• [EXERCISE DESCRIPTION]: Scan the entries below for the word "roads", then copy each line that holds it.

• [DATASET EXTRACT]:
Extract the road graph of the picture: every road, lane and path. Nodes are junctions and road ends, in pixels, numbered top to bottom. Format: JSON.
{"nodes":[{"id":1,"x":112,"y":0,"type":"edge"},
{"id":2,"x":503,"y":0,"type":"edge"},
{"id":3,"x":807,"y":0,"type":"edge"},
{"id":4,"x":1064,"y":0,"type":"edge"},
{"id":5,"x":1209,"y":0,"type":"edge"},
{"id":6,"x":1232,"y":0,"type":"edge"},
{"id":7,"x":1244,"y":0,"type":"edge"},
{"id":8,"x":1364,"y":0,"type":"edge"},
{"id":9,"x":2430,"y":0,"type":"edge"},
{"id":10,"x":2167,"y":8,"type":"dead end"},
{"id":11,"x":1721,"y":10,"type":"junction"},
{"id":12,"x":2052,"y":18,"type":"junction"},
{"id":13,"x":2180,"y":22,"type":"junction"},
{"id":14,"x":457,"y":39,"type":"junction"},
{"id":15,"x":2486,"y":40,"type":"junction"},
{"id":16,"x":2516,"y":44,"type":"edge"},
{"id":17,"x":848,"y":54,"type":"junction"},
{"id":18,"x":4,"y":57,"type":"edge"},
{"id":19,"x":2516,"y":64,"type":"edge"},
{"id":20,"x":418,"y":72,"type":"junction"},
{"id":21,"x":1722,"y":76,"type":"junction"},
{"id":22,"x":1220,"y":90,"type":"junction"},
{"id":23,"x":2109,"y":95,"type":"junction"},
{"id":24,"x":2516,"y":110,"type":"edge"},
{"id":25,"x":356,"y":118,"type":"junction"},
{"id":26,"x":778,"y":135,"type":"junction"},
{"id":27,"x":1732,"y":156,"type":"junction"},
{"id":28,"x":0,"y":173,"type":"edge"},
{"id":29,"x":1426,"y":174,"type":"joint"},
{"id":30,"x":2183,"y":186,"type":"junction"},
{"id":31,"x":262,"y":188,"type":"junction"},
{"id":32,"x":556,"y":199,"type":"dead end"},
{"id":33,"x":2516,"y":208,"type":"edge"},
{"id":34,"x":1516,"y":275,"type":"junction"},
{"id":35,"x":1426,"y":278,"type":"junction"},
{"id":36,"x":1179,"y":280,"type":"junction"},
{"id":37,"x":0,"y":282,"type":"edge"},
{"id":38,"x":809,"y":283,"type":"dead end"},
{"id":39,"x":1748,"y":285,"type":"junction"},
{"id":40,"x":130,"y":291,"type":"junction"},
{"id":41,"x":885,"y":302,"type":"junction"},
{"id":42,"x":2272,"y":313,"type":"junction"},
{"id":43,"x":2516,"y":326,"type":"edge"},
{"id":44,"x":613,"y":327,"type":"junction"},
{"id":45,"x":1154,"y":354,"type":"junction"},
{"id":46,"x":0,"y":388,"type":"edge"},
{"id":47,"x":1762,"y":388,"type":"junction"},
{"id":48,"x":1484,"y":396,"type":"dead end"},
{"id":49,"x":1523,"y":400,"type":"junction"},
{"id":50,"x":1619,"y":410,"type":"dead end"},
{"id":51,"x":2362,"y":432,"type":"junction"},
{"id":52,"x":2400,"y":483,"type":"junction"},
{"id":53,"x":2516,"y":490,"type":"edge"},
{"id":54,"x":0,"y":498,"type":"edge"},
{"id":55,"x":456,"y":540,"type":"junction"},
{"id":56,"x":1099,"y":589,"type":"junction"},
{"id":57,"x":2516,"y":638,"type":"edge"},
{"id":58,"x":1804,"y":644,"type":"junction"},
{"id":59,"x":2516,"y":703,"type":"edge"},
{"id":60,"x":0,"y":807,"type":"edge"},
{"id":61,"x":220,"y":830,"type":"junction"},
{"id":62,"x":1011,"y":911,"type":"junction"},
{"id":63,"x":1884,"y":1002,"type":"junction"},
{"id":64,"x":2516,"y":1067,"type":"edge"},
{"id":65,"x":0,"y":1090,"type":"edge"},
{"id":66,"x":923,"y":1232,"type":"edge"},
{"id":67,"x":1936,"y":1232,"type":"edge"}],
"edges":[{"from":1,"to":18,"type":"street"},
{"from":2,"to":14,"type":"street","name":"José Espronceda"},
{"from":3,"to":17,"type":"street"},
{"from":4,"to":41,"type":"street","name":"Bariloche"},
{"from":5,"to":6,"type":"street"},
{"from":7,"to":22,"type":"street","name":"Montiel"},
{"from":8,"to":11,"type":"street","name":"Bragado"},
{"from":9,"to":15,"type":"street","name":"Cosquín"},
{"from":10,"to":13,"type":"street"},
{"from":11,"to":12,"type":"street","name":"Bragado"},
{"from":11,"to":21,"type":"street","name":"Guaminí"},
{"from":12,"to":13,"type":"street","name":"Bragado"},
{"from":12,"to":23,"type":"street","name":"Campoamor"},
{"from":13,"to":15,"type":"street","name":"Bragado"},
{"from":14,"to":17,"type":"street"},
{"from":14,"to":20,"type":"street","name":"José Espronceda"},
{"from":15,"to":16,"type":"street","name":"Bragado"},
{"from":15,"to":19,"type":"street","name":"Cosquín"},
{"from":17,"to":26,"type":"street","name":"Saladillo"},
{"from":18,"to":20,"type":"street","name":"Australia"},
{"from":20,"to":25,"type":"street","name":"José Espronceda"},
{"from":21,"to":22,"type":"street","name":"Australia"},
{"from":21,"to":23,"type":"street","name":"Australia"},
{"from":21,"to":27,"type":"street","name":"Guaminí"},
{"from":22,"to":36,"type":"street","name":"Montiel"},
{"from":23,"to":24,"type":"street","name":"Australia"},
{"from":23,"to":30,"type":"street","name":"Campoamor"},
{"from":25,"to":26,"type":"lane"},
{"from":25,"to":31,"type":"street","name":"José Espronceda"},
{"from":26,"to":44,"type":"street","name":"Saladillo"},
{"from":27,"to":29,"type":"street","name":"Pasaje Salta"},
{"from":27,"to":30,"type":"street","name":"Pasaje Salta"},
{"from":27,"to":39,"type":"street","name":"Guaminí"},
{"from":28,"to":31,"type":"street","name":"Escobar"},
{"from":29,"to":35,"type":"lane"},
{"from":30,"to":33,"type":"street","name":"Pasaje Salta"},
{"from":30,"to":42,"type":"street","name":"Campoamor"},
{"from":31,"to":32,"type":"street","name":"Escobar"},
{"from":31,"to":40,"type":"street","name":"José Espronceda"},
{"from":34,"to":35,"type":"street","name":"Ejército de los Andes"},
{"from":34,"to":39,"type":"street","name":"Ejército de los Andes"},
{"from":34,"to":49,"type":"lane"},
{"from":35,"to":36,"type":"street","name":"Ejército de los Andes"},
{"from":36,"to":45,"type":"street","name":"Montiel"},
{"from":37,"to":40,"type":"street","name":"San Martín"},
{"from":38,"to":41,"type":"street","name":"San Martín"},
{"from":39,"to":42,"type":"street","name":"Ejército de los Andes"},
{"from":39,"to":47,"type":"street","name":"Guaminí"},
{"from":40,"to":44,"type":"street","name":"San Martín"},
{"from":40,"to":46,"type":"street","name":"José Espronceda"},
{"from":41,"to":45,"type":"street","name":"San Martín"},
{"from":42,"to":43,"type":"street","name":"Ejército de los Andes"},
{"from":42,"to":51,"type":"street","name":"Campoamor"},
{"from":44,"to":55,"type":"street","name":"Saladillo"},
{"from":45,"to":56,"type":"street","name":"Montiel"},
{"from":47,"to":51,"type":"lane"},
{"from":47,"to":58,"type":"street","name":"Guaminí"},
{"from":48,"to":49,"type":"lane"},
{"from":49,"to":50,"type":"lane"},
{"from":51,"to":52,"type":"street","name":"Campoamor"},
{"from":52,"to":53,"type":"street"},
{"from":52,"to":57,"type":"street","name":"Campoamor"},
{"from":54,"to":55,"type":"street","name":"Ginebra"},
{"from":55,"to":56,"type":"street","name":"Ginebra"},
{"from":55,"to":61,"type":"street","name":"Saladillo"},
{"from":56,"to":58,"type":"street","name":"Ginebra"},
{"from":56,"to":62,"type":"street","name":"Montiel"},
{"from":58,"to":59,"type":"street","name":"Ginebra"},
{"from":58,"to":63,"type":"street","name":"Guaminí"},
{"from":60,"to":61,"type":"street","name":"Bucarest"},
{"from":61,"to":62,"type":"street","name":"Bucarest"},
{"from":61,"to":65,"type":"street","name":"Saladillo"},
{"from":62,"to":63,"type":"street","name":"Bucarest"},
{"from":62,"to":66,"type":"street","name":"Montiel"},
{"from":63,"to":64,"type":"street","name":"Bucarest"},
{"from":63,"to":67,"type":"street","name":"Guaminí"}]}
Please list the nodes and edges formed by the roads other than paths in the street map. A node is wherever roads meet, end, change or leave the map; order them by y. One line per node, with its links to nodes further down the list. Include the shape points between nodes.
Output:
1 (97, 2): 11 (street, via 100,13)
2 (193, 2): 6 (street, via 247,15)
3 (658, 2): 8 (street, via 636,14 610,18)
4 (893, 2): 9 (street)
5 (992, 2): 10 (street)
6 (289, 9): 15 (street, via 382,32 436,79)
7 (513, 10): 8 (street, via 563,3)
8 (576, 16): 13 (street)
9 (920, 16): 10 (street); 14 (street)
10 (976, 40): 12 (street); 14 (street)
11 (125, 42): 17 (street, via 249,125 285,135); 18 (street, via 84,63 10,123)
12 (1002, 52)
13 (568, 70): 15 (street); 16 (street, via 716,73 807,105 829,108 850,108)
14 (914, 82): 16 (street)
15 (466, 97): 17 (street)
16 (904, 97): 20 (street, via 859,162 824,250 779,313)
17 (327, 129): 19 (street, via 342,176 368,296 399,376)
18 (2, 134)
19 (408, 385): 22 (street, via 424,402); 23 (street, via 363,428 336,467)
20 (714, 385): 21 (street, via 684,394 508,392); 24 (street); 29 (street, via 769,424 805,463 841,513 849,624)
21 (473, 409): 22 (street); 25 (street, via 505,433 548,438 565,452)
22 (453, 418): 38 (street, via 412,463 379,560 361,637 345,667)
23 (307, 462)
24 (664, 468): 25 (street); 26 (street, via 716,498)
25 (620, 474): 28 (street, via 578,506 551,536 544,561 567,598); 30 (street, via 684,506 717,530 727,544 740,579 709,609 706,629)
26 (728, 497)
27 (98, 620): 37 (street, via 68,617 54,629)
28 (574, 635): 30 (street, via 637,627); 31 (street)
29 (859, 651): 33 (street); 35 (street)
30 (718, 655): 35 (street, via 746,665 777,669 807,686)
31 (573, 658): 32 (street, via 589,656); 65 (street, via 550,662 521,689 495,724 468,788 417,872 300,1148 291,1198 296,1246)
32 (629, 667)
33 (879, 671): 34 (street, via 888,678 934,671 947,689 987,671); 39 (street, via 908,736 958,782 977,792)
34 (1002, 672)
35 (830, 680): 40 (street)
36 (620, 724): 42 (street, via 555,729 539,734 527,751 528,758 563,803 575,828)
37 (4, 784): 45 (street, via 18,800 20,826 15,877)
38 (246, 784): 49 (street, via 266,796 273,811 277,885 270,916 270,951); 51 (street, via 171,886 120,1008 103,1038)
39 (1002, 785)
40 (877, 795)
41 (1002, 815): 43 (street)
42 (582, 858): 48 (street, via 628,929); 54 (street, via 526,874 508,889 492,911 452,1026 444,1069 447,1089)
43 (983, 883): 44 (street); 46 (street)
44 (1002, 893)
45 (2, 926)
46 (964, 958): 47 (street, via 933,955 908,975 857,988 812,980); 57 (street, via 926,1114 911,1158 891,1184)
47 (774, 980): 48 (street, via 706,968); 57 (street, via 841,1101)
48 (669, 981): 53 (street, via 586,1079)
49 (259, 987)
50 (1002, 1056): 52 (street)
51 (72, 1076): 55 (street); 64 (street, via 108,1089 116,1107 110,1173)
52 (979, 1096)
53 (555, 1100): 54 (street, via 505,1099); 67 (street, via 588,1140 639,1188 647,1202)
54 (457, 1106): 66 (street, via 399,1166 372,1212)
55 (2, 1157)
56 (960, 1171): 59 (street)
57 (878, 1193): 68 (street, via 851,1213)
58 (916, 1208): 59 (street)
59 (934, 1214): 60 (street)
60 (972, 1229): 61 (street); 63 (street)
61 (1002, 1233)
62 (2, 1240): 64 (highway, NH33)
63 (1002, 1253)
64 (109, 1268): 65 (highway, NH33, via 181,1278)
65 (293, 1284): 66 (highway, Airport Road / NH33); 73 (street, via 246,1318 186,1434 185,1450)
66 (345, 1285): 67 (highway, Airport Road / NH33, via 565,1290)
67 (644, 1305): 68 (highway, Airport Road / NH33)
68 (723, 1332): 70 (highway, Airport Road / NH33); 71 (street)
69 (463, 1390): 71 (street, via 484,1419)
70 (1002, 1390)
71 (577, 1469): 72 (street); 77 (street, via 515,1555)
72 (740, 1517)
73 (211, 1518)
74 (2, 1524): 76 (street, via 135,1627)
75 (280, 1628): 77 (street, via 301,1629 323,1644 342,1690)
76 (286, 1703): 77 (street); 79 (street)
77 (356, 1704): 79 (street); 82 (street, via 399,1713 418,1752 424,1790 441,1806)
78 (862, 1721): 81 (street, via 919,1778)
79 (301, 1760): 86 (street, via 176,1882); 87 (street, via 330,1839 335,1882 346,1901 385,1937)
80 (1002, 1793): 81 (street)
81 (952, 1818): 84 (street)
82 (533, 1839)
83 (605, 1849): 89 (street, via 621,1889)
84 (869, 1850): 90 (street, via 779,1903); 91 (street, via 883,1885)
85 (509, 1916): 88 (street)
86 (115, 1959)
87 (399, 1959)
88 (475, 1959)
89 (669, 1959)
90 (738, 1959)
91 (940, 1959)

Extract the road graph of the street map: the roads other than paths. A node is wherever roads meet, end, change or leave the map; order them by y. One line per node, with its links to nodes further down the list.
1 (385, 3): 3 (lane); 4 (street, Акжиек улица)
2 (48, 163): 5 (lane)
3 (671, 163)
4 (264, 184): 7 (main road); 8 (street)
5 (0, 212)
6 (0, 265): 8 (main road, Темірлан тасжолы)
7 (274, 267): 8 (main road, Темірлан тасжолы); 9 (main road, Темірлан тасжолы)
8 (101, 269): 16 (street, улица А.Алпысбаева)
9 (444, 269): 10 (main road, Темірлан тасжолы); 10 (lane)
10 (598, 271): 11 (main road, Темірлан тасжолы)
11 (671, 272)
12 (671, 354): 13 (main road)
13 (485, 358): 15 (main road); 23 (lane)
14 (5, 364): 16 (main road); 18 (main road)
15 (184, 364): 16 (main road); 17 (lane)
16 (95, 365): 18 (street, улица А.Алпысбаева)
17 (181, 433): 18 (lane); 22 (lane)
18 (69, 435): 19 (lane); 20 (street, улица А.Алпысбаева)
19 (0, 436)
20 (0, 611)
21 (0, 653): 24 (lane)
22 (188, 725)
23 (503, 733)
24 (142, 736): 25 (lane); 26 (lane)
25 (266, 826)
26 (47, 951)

• [RESULT FOR THIS EXERCISE]:
Please list the nodes and edges formed by the roads other than paths in the street map. A node is wherever roads meet, end, change or leave the map; order them by y. One line per node, with its links to nodes further down the list. Include the shape points between nodes.
Extract the road graph of the street map: the roads other than paths. A node is wherever roads meet, end, change or leave the map; order them by y. One line per node, with its links to nodes further down the list.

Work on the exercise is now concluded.